• Exercise objective:
The answer must repeat every record exactly, with no pictures in it.

★ ★ ★ ★ ★

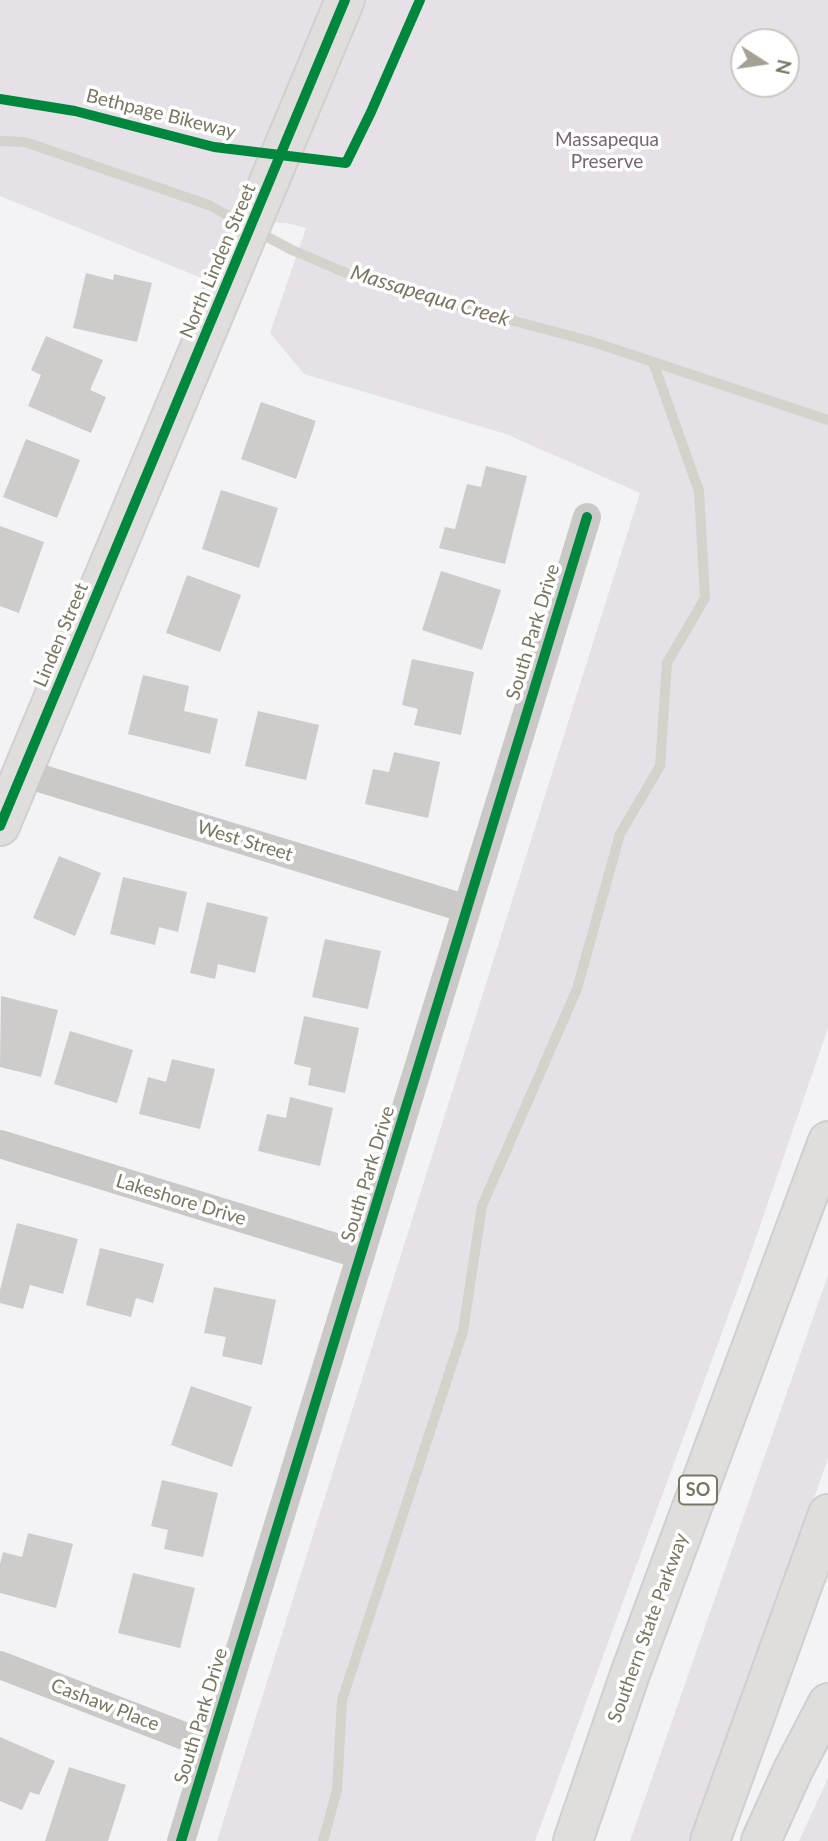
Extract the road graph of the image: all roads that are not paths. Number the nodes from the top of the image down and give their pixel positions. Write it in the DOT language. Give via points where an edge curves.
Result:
graph roads {
  1 [pos="345,0"];
  2 [pos="154,458"];
  3 [pos="587,517"];
  4 [pos="23,773"];
  5 [pos="0,826"];
  6 [pos="467,909"];
  7 [pos="828,1141"];
  8 [pos="0,1144"];
  9 [pos="361,1255"];
  10 [pos="828,1514"];
  11 [pos="0,1665"];
  12 [pos="828,1703"];
  13 [pos="210,1746"];
  14 [pos="181,1841"];
  15 [pos="573,1841"];
  16 [pos="710,1841"];
  17 [pos="761,1841"];
  1 -- 2 [label="main road, North Linden Street"];
  2 -- 4 [label="main road, Linden Street"];
  3 -- 6 [label="street, South Park Drive"];
  4 -- 5 [label="main road, Linden Street"];
  4 -- 6 [label="street, West Street"];
  6 -- 9 [label="street, South Park Drive"];
  7 -- 15 [label="main road, Southern State Parkway / SO"];
  8 -- 9 [label="street, Lakeshore Drive"];
  9 -- 13 [label="street, South Park Drive"];
  10 -- 16 [label="main road"];
  11 -- 13 [label="street, Cashaw Place"];
  12 -- 17 [label="main road"];
  13 -- 14 [label="street, South Park Drive"];
}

★ ★ ★ ★ ★

• Response to the exercise:
Extract the road graph of the image: all roads that are not paths. Number the nodes from the top of the image down and give their pixel positions. Write it in the DOT language. Give via points where an edge curves.
Result:
graph roads {
  1 [pos="345,0"];
  2 [pos="154,458"];
  3 [pos="587,517"];
  4 [pos="23,773"];
  5 [pos="0,826"];
  6 [pos="467,909"];
  7 [pos="828,1141"];
  8 [pos="0,1144"];
  9 [pos="361,1255"];
  10 [pos="828,1514"];
  11 [pos="0,1665"];
  12 [pos="828,1703"];
  13 [pos="210,1746"];
  14 [pos="181,1841"];
  15 [pos="573,1841"];
  16 [pos="710,1841"];
  17 [pos="761,1841"];
  1 -- 2 [label="main road, North Linden Street"];
  2 -- 4 [label="main road, Linden Street"];
  3 -- 6 [label="street, South Park Drive"];
  4 -- 5 [label="main road, Linden Street"];
  4 -- 6 [label="street, West Street"];
  6 -- 9 [label="street, South Park Drive"];
  7 -- 15 [label="main road, Southern State Parkway / SO"];
  8 -- 9 [label="street, Lakeshore Drive"];
  9 -- 13 [label="street, South Park Drive"];
  10 -- 16 [label="main road"];
  11 -- 13 [label="street, Cashaw Place"];
  12 -- 17 [label="main road"];
  13 -- 14 [label="street, South Park Drive"];
}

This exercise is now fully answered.